If we adjust the BEC's momentum so that the arrow representing it moves slowly on a straight path from P1 toward P2 but just misses P2 (meaning the BEC has slightly different momentum than it needs to reach P2), nothing happens—its quantum state is unchanged. If we start over and move the arrow even more slowly from P1 toward P2 on a path whose end is even closer to—but still does not touch—P2, the state again is unchanged.
Now imagine that we move the arrow from P1 directly through P2—that is, we change the BEC's momentum so that it's exactly equal to the value at the Dirac point: we will see the arrow flip completely upside down. This change means the BEC's quantum state has jumped from its ground state to its first excited state.
What if instead we move the arrow from P1 to P2, but when it reaches P2, we force it to make a sharp left or right turn—meaning that when the BEC reaches the Dirac point, we stop giving it momentum in its initial direction and start giving it momentum in a direction perpendicular to the first one? In this case, something special happens. Instead of jumping to an excited state as if it had passed straight through the Dirac point and instead of going back down to the ground state as it would if we had turned it fully around, the BEC ends up in a superposition when it exits the Dirac point at a right angle. This is a purely quantum phenomenon in which the BEC enters a state that is both excited and not. To show the superposition, our arrow in the plot rotates 90 degrees.

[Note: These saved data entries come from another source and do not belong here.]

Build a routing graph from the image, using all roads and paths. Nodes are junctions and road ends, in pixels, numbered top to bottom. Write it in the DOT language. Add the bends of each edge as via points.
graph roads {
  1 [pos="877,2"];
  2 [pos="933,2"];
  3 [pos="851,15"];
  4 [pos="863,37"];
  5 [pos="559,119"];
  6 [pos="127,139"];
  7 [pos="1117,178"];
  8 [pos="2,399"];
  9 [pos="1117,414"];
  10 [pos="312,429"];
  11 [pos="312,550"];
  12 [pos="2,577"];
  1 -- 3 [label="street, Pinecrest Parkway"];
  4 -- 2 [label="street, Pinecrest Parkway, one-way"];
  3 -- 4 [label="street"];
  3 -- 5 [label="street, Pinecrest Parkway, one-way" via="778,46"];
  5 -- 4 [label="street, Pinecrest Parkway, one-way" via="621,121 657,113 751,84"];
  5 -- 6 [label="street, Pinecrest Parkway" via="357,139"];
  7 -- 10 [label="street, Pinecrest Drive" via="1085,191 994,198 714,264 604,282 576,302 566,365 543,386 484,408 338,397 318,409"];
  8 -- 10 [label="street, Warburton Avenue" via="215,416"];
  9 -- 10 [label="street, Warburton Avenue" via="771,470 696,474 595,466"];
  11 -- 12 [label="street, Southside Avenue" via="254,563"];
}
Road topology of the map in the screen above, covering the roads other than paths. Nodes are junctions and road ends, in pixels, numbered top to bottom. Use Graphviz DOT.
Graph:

Our experiment was the first to move a BEC through a Dirac point and then turn it at different angles. These fascinating outcomes show that these points, which had already seemed special based on graphene's band structure, are truly exceptional. And the fact that the outcome for the BEC depends not just on whether it passes through a Dirac point but on the direction of that movement shows that at the point itself, the BEC's quantum state can't be defined. This shows that the Dirac point is a singularity—a place where physics is uncertain.
We also measured another interesting pattern. If we moved the BEC faster as it traveled near, but not through, the Dirac point, the point would cause a rotation of the BEC's quantum state that made the point seem larger. In other words, it encompassed a broader range of possible momentum values than just the one precise value at the point. The more slowly we moved the BEC, the smaller the Dirac point seemed. This behavior is uniquely quantum mechanical in nature. Quantum physics is a trip!

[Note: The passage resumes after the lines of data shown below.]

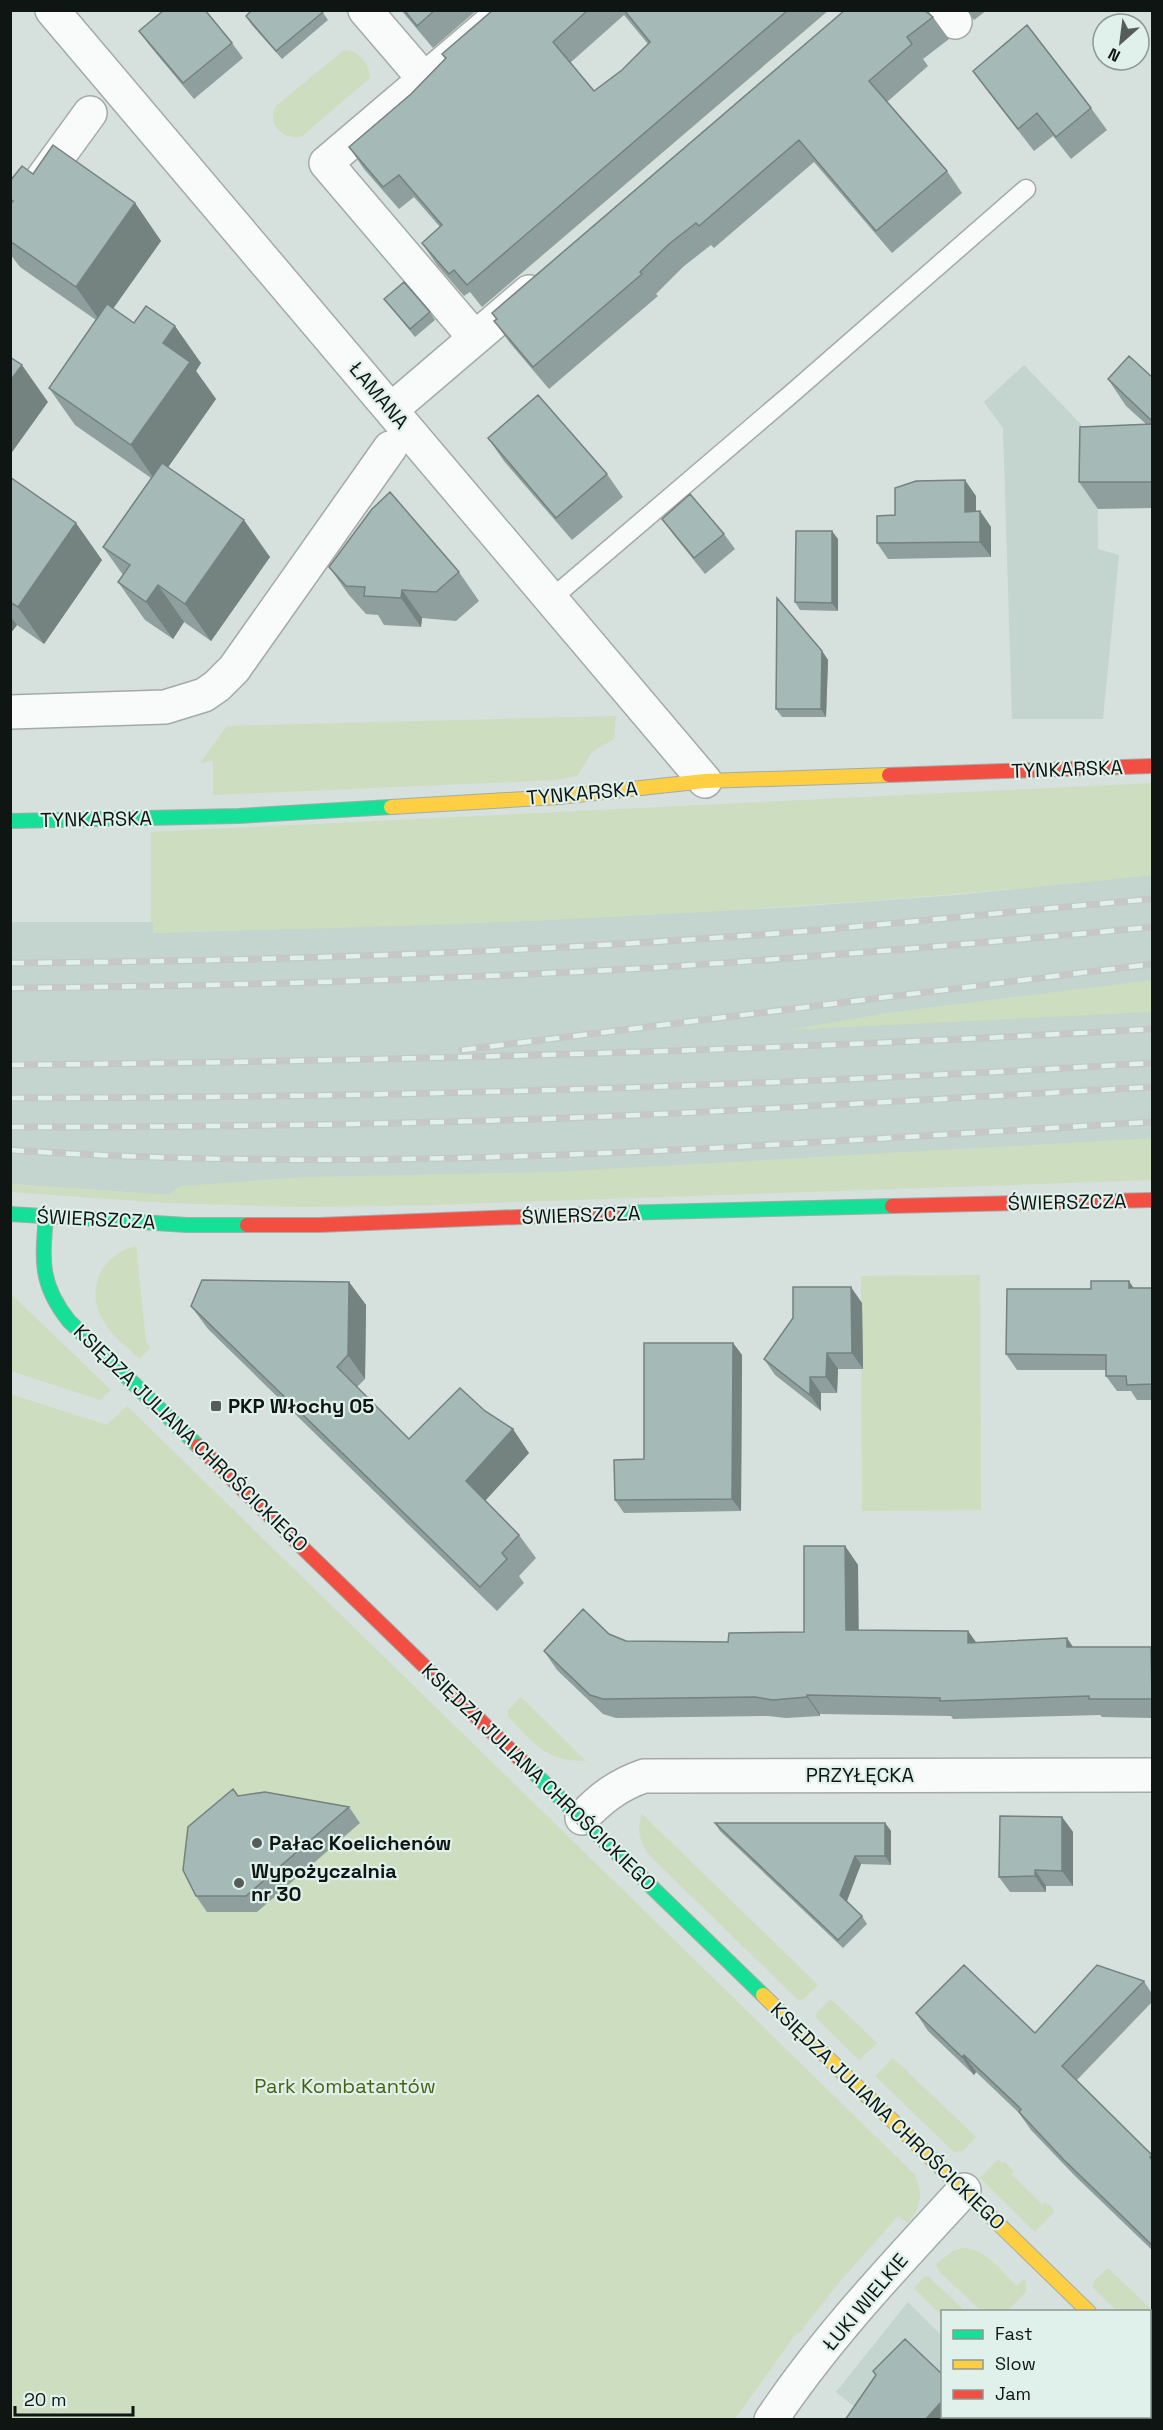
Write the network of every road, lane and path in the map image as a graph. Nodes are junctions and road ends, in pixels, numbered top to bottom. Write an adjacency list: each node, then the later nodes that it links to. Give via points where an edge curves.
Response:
1 (52, 10): 5 (street, ŁAMANA)
2 (365, 10): 4 (street)
3 (506, 10): 4 (street)
4 (425, 80): 9 (street, via 326,163)
5 (101, 98): 7 (street); 10 (street, ŁAMANA)
6 (1026, 189): 11 (lane)
7 (10, 222)
8 (555, 270): 9 (street)
9 (475, 338): 10 (street)
10 (397, 429): 11 (street, ŁAMANA); 12 (street, via 234,669 204,695 165,707)
11 (551, 599): 14 (street, ŁAMANA)
12 (10, 712)
13 (1152, 766): 14 (street, TYNKARSKA)
14 (705, 781): 15 (street, TYNKARSKA, via 558,797 249,816)
15 (10, 821)
16 (1152, 1200): 18 (street, ŚWIERSZCZA, via 319,1225 187,1225)
17 (10, 1214): 18 (street, ŚWIERSZCZA)
18 (46, 1217): 20 (street, KSIĘDZA JULIANA CHROŚCICKIEGO, via 45,1283 63,1314)
19 (1152, 1775): 20 (street, PRZYŁĘCKA, via 644,1776 610,1791)
20 (582, 1818): 21 (street, KSIĘDZA JULIANA CHROŚCICKIEGO)
21 (964, 2190): 22 (street, KSIĘDZA JULIANA CHROŚCICKIEGO); 23 (street, ŁUKI WIELKIE, via 841,2328)
22 (1087, 2310)
23 (771, 2420)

Although I just described our experiment in a few paragraphs, it took six months of work to get results. We spent lots of time developing new experimental capabilities that had never been used before. We were often unsure whether our experiment would work. We faced broken lasers, an accidental 10-degree-C temperature spike in the lab that misaligned all the optical components (there went three weeks), and disaster when the air in our building caused the lab's temperature to fluctuate, preventing us from creating a BEC. A great deal of persistent effort carried us through and eventually led to our measuring a phenomenon even more exciting than a Dirac point: another kind of singularity.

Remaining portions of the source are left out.